The Shane Victorino of 2013, the one who exceeded expectations in a big way, hitting .294/.351/.451 with Gold Glove defense in right field, was promptly forgotten during 2014. Victorino’s season was wrecked by hamstring and back injuries, causing Victorino to play in just 30 games for the Red Sox, in which he slashed a lackluster .268/.303/.382 with just 2 home runs and 2 stolen bases.

With 2013 and 2014 out of the way, we’ve likely seen the best and worst of what Victorino has to offer. His 2015 will probably fall in between the two extremes and, with a crowded outfield and ample spending capacity, it’s up to the Red Sox to determine what to do with Victorino this offseason.

Even at age 33 and coming off a lost season, he’s still good enough to start on a first-division team, mainly due to his elite defense in right field. However, the Red Sox just don’t have the room to immediately plug him into the outfield with a starting gig. Yoenis Cespedes, Rusney Castillo, and Mookie Betts are currently likely to be the starting outfielders for the Red Sox and barring a trade of Betts or Cespedes, it should stay that way. Victorino would be a phenomenal fourth outfielder to have, offering excellent defense and solid hitting off the bench, but he may not be happy with taking such a reduced role on the team.

Of course, the other option is to trade Victorino. His contract is reasonable (the Red Sox are on the hook for $13M next season before he becomes a free agent) but his lost season last year does hamper his trade value. If that’s the route that the Red Sox aim to take, however, they could likely net a solid mid-level prospect, particularly if they were willing to eat some of his salary.

Ultimately, Boston’s decision on Victorino will hinge on how they seek to improve their pitching. If the Red Sox pursue a free agent starter like James Shields or Jon Lester to fill the gap at the top of their rotation, then Victorino could be expendable. If they trade to acquire a starter like Cole Hamels or Jeff Samardzija, however, they will likely have to part with Betts to make that deal. I’ve spoken before about why the Red Sox should not trade Betts at any cost, but that’s an argument for a different time and place, and if Betts is traded, then Victorino will be in line to start the 2015 season in center field.

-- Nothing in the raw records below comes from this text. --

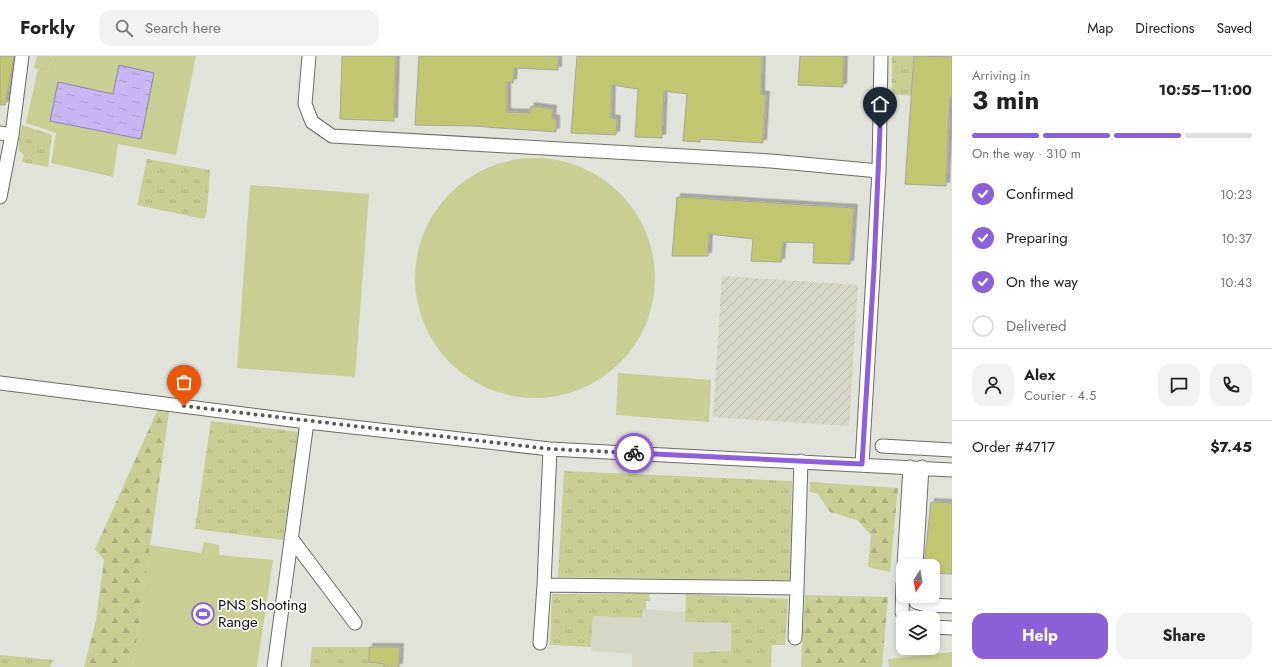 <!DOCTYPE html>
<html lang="en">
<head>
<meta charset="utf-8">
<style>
  body { margin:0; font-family:Jost,sans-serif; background:#f2f2f2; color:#222; height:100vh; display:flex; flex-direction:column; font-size:15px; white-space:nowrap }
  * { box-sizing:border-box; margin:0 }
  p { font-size:13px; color:#767676 }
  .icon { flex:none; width:22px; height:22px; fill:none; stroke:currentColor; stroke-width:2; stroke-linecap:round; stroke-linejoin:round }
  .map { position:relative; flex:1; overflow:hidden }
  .sheet { display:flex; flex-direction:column; background:#fff; width:320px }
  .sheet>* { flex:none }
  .needle { width:26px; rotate:191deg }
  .controls { position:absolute; left:896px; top:503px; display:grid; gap:8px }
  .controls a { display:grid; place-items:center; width:44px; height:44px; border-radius:8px; background:#fff; box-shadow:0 2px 6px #0003; font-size:20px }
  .pin { position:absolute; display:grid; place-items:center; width:34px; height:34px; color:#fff; margin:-41px -17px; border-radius:50% 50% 50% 0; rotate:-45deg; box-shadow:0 0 4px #0007 }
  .pin .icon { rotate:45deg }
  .courier { position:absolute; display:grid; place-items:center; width:40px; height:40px; margin:-20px; border:3px solid #8d5fd9; border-radius:50%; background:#fff; color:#222; box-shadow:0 1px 5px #0007 }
  .overview em { font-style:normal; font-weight:700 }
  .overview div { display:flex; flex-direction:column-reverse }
  .overview { display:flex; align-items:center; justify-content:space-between; height:68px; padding:0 20px }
  h1 { font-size:26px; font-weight:700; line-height:30px }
  .bar { display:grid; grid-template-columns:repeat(4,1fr); gap:6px 4px; align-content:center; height:48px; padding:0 20px }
  .bar i { height:5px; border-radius:3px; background:#e0e0e0 }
  .bar .active { background:#8d5fd9 }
  .bar p { grid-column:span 4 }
  .line { display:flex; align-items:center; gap:10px; padding:0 20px; border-top:1px solid #e0e0e0 }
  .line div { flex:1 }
  .round { display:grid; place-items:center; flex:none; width:42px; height:42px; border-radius:12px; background:#f2f2f2 }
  ol { padding:0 20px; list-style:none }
  li { display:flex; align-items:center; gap:12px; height:44px }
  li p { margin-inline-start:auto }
  li .icon { padding:4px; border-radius:50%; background:#8d5fd9; color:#fff; stroke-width:4 }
  li:last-child { color:#767676 }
  li i { width:22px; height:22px; border:2px solid #e0e0e0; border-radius:50% }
  .action { display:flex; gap:8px; margin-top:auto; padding:8px 20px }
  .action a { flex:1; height:46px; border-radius:12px; background:#8d5fd9; color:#fff; font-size:16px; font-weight:700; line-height:46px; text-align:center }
  .action a+a { background:#f2f2f2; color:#222 }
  header { display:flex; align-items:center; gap:24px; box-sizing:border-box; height:56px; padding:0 20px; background:#fff; border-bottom:1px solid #e0e0e0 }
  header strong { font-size:19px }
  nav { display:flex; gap:22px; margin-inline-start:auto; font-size:14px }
  .search { width:280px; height:36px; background:#f2f2f2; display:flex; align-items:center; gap:10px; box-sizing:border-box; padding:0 14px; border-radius:12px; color:#767676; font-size:15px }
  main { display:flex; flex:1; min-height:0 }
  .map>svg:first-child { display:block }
  .built { fill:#d6d7c7 }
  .industrial { fill:url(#industrial-furrows) }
  .grass { fill:url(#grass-tufts) }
  .forest { fill:url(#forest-firs) }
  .pitch { fill:#c9ce94 }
  .water { fill:url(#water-ripples); stroke:#9084ae }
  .building { fill:#c1c671; stroke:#a6a79f; filter:url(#shadow) }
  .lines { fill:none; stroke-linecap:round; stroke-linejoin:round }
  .minor-casing { stroke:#6c6c65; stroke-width:15 }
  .minor { stroke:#fff; stroke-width:13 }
  .done { stroke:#585954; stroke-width:4; stroke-dasharray:0 7.2 }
  .route { stroke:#8d5fd9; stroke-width:5 }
  .labels { text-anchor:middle; stroke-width:3.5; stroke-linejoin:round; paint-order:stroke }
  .poi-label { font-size:15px; fill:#0f0f0c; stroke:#fff; text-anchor:start }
</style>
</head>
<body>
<header>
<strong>Forkly</strong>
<div class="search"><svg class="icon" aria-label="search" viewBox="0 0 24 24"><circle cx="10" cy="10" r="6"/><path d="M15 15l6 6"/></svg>Search here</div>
<nav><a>Map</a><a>Directions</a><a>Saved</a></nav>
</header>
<main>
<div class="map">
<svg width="952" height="611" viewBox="0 0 952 611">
  <defs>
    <pattern id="industrial-furrows" width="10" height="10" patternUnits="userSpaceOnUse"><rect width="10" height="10" fill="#d6d7c7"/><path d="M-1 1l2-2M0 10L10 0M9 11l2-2" fill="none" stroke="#b6b7aa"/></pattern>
    <pattern id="grass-tufts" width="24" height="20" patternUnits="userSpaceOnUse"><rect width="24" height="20" fill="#c9ce94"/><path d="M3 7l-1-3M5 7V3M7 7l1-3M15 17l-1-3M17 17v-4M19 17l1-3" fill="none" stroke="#abb07e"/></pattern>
    <pattern id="forest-firs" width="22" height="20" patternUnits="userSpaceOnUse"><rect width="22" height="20" fill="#c9ce94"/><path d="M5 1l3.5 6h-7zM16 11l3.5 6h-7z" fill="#abb07e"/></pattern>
    <pattern id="water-ripples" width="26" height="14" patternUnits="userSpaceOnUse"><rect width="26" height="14" fill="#c8b6f3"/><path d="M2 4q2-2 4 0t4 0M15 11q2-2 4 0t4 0" fill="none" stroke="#ab9bcf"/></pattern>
    <filter id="shadow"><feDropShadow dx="3.5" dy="-3.5" stdDeviation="0" flood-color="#0004"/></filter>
  </defs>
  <rect width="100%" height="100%" fill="#e1e2d9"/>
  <path class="built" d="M643,553l42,3v10l46,1v28l-37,1 -1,15h-61v-13l-41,-3 2,-35 49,2z"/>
  <path class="industrial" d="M722,220l136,9 -9,141 -136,-9z"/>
  <path class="grass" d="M37,0h15l-4,16 -14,-4z
    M892,0h22l-2,40 -20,-2z
    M22,69l30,10 -4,32 -26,-5 2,-7 -5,-5v-11z
    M147,103l63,11 -3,40 -3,9 -67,-14z
    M211,365l88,11 -16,108 -88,-11z
    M564,415l228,10 -2,99 -232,-3z
    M552,538h97l1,7h-4v8l-3,1 -1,8 -49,-2 -2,31 -41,-2z
    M686,538l102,5 -3,46h-13l-1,22h-78v-15l38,-1v-28l-46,-1z
    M312,591h57v15l15,2v3h-74z
    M0,599l53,5 -3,7h-50z"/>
  <path class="forest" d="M158,353l11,3 -36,255h-49l12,-47 8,-60 -9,-11z
    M810,426l88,6 -8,84 -22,-5 3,-32 -14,-15 -27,-8 -12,-18 -8,-2z
    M805,539l83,2 -6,70h-81z"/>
  <path class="pitch" d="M52,0h144l-20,99 -58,-11 -5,33 -62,-14 5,-30 -30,-10 12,-54 10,3z
    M415 222a120 120 0 1 1 240 0a120 120 0 1 1-240 0Z
    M250,129l119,9 -14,183 -118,-9z
    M618,317l93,7 -2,42 -93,-7z
    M204,486l15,3v10l54,5 -16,107h-124l17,-122 51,8z
    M952,596v15h-63l-1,-8z"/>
  <path class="water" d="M119,9l35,8 -13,66 -91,-18 8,-39 55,12z"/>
  <path class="building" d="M0,0h14l-9,49h-5z
    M342,0h54l-2,65 -54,-2z
    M419,0h139v14l-44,-2 -1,15 -6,-1v30l23,1 1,-7 22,3 -1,9 4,1v13l-84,-6 -57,-1z
    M577,0h185l-1,38 5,1 -3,48 -63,-4v3l-17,-1 4,-47 -23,-3 -2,47 -27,-1 3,-48 -26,-4 -1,33 6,1 -1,16 -45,-2z
    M800,0h44l-1,31 -45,-2z
    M914,0l38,1v40h-2l-4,89 -41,-2z
    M677,141l177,11 -4,56 -37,-1 1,-20 -31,-1 -2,20 -30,-1 2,-22 -44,-5 -1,22h-36z
    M931,446l21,1v71l-19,-1v-7h-9z
    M369,591h31l-1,20h-15v-3l-15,-2z"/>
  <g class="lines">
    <g class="minor-casing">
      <path id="minor" d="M309,0l-4,48 7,18 20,14 439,25 108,10
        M0,77l12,2
        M0,141l12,-62 10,-79
        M0,327l307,39 243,27 402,21
        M882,390l70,4
        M550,393l-6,136 253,3 4,-127
        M862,408l17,-293 2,-115
        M291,482l64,85
        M904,510l6,-99
        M916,510l6,-99
        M903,528l-1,28 2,6
        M914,540l2,6 10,3 26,1
        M933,571l19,1
        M795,582l2,-50
        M540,587l4,-58
        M274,611l33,-245"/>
    </g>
    <use href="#minor" class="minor"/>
  </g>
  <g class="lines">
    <path class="done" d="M184,350l366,43 84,4"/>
    <path class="route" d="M634,397l228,11 12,-196 6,-140"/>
  </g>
  <defs>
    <g id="stadium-ring" transform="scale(1.15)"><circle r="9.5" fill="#fff" stroke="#8d5fd9" stroke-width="1.5"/><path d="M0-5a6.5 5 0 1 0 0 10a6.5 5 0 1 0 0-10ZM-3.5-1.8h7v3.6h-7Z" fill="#8d5fd9"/></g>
  </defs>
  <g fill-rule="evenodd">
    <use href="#stadium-ring" x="203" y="558"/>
  </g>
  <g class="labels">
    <g class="poi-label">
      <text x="218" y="554">PNS Shooting<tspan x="218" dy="17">Range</tspan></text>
    </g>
  </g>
</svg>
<div class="controls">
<a><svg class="needle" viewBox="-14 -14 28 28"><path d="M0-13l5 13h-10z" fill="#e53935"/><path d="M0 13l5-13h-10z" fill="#767676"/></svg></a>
<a><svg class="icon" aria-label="layers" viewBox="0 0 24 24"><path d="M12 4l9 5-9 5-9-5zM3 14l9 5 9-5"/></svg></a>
</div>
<div class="pin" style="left:184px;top:350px;background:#ea580c"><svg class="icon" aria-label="bag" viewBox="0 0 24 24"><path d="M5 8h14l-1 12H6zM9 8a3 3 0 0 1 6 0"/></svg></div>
<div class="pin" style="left:880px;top:72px;background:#1f2937"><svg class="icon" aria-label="home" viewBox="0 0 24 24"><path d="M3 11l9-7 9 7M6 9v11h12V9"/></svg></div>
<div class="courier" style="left:634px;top:397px"><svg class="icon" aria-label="bike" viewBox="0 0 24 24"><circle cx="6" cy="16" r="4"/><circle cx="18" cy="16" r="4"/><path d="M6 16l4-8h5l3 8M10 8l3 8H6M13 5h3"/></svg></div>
</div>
<section class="sheet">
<div class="overview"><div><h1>3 min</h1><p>Arriving in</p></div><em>10:55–11:00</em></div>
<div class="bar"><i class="active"></i><i class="active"></i><i class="active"></i><i></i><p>On the way · 310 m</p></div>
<ol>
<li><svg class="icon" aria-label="check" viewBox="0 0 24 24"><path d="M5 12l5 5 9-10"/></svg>Confirmed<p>10:23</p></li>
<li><svg class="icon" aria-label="check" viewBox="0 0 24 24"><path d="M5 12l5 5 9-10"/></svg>Preparing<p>10:37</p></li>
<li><svg class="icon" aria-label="check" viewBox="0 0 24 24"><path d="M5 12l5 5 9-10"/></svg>On the way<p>10:43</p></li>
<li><i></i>Delivered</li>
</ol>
<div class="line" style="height:72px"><a class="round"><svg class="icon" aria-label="person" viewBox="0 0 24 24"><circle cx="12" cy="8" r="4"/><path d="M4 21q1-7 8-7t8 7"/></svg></a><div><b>Alex</b><p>Courier · 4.5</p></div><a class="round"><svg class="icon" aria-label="chat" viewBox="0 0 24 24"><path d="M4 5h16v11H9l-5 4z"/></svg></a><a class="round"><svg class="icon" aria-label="phone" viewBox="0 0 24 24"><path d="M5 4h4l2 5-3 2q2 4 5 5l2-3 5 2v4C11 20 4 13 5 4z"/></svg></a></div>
<div class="line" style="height:52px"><div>Order #4717</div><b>$7.45</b></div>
<div class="action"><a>Help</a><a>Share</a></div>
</section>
</main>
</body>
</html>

Victorino’s role next season is one of the tougher topics to predict about the Red Sox offseason. In an ideal scenario, he would be the fourth outfielder behind Cespedes, Castillo, and Betts but with Allen Craig, Daniel Nava, and potentially Brock Holt also vying for time in the outfield, that may not be possible. Somebody will likely have to be traded this offseason and there’s a real possibility that it’s Victorino.